Study: Growing up in gay families hamstrings kids in school
A new Canadian study challenges the mainstream insistence that children living with same-sex couples are “no different” than children living with married, heterosexual couples. Using a large, nationally representative dataset, Canadian economist Douglas Allen found that young adult children of same-sex couples are 35 percent less likely to graduate from high school as young adult children of heterosexual married couples.
The study, published this month in the Review of the Economics of the Household, looked at a 20 percent sample of the 2006 Canadian census, which asked respondents to note whether they were raised by a lesbian couple, a gay couple, a married opposite-sex couple, a common law couple, a single mother, or a single father. The Canadian data is easier to interpret than similar U.S.-based studies because Canadian respondents self-report the information. Allen then compared high school graduation rates of male and female young adults raised in each of those households
The study revealed striking differences. When compared to other groups, the children of lesbian couples have the lowest graduation rates, followed by children of common law couples, gay couples, single mothers, and single fathers, whose rates were all similar. Children of married opposite-sex couples had higher graduation rates than any other group. In looking at the child’s gender, Allen found that girls from same-sex households have particularly low graduation rates, with girls from a gay households 85 percent less likely to graduate from high school as girls from heterosexual married households.
In the past 15 years, researchers have published more than 50 empirical studies looking at the effects of same-sex parenting on children, with most concluding that there is “no difference” in outcomes. But Allen decried much of the research as biased and unscientific.

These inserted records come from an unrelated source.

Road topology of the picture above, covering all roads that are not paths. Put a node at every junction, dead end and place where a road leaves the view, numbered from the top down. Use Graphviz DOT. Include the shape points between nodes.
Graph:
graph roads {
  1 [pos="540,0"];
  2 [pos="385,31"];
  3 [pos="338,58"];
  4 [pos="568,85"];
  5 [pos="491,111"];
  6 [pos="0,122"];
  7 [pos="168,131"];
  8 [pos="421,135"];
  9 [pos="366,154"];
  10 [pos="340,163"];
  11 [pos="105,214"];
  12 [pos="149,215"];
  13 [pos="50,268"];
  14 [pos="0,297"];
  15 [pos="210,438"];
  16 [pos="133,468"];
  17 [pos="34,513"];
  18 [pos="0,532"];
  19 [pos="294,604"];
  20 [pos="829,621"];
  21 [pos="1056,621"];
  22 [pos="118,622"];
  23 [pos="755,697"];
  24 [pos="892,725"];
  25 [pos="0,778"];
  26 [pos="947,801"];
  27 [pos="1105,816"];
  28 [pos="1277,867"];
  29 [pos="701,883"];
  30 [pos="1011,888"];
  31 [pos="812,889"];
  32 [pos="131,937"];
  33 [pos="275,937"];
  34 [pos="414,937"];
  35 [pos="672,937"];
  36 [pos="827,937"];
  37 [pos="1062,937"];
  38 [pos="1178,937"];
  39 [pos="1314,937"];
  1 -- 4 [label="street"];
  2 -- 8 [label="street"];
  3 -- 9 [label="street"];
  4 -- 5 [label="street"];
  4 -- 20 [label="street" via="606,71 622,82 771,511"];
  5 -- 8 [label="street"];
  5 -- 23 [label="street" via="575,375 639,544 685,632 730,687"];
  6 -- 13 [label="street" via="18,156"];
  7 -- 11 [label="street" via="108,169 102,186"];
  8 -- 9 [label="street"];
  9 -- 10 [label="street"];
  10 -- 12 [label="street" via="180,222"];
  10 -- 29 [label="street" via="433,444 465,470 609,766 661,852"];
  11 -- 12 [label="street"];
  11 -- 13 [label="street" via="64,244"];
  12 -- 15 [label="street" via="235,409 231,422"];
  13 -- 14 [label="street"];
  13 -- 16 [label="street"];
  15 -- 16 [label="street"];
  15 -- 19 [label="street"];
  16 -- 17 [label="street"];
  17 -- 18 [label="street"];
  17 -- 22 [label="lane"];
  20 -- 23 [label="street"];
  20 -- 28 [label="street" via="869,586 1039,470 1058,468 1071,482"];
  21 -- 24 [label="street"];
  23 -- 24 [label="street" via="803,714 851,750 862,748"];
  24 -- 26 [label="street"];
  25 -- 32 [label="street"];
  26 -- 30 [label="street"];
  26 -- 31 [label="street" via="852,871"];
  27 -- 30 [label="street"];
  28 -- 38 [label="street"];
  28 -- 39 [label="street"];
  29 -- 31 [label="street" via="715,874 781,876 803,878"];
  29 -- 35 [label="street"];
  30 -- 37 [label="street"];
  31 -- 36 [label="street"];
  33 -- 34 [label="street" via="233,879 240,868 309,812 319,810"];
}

He applauded Mark Regnerus, a professor at the University of Texas at Austin, for his 2012 study, published in the Social Science Journal, which found differences between children who grow up in same-sex and traditional households. The study caused controversy with gay activist groups because it revealed that children of same-sex couples are more likely to be on public assistance, commit a crime, report being forced to have sex, and struggle with depression than children of intact biological families.
“It took almost 40 years for academics to figure out the effect of no-fault divorce on divorce rates (not to mention all the other areas of life no-fault divorce influenced),” Allen wrote in an article supporting Regnerus. “With same-sex marriage and parenting, the issues are much more profound and more difficult to measure. Rushing the work or, worse, pushing research claims beyond what the studies justify, is bad social policy.”
Allen’s recent study does what many studies before it have not been unable to do. It takes a large, random, nationally representative dataset and compares very specific factors across each category. His conclusions may encourage a new wave of sociological research defending traditional parenting as the best option for kids.